The data Block Start

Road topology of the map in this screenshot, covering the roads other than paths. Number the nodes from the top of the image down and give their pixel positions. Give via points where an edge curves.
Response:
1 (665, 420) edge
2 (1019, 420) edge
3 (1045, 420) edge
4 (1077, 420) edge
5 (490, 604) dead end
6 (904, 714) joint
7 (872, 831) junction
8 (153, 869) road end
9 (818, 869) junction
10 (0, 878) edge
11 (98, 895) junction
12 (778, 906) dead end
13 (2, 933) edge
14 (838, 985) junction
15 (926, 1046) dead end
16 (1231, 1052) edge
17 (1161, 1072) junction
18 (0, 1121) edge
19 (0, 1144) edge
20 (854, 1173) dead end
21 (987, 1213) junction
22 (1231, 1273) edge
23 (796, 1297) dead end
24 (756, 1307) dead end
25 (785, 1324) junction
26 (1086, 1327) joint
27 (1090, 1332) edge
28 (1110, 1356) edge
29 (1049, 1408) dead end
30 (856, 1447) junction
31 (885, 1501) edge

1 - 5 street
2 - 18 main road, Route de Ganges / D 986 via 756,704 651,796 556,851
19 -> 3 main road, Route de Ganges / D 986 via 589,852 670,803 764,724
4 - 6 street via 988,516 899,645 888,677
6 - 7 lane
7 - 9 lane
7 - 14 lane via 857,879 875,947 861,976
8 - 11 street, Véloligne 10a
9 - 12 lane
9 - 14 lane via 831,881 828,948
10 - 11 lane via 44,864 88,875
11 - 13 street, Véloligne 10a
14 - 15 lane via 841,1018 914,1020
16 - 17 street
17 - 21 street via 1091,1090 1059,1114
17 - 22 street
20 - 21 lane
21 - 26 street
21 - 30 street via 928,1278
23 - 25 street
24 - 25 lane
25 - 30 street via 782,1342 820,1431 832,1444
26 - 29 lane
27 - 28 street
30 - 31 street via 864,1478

The data Block End

— Task description —
A verbatim copy of the listing is needed.

— Written solution —
Road topology of the map in this screenshot, covering the roads other than paths. Number the nodes from the top of the image down and give their pixel positions. Give via points where an edge curves.
Response:
1 (665, 420) edge
2 (1019, 420) edge
3 (1045, 420) edge
4 (1077, 420) edge
5 (490, 604) dead end
6 (904, 714) joint
7 (872, 831) junction
8 (153, 869) road end
9 (818, 869) junction
10 (0, 878) edge
11 (98, 895) junction
12 (778, 906) dead end
13 (2, 933) edge
14 (838, 985) junction
15 (926, 1046) dead end
16 (1231, 1052) edge
17 (1161, 1072) junction
18 (0, 1121) edge
19 (0, 1144) edge
20 (854, 1173) dead end
21 (987, 1213) junction
22 (1231, 1273) edge
23 (796, 1297) dead end
24 (756, 1307) dead end
25 (785, 1324) junction
26 (1086, 1327) joint
27 (1090, 1332) edge
28 (1110, 1356) edge
29 (1049, 1408) dead end
30 (856, 1447) junction
31 (885, 1501) edge

1 - 5 street
2 - 18 main road, Route de Ganges / D 986 via 756,704 651,796 556,851
19 -> 3 main road, Route de Ganges / D 986 via 589,852 670,803 764,724
4 - 6 street via 988,516 899,645 888,677
6 - 7 lane
7 - 9 lane
7 - 14 lane via 857,879 875,947 861,976
8 - 11 street, Véloligne 10a
9 - 12 lane
9 - 14 lane via 831,881 828,948
10 - 11 lane via 44,864 88,875
11 - 13 street, Véloligne 10a
14 - 15 lane via 841,1018 914,1020
16 - 17 street
17 - 21 street via 1091,1090 1059,1114
17 - 22 street
20 - 21 lane
21 - 26 street
21 - 30 street via 928,1278
23 - 25 street
24 - 25 lane
25 - 30 street via 782,1342 820,1431 832,1444
26 - 29 lane
27 - 28 street
30 - 31 street via 864,1478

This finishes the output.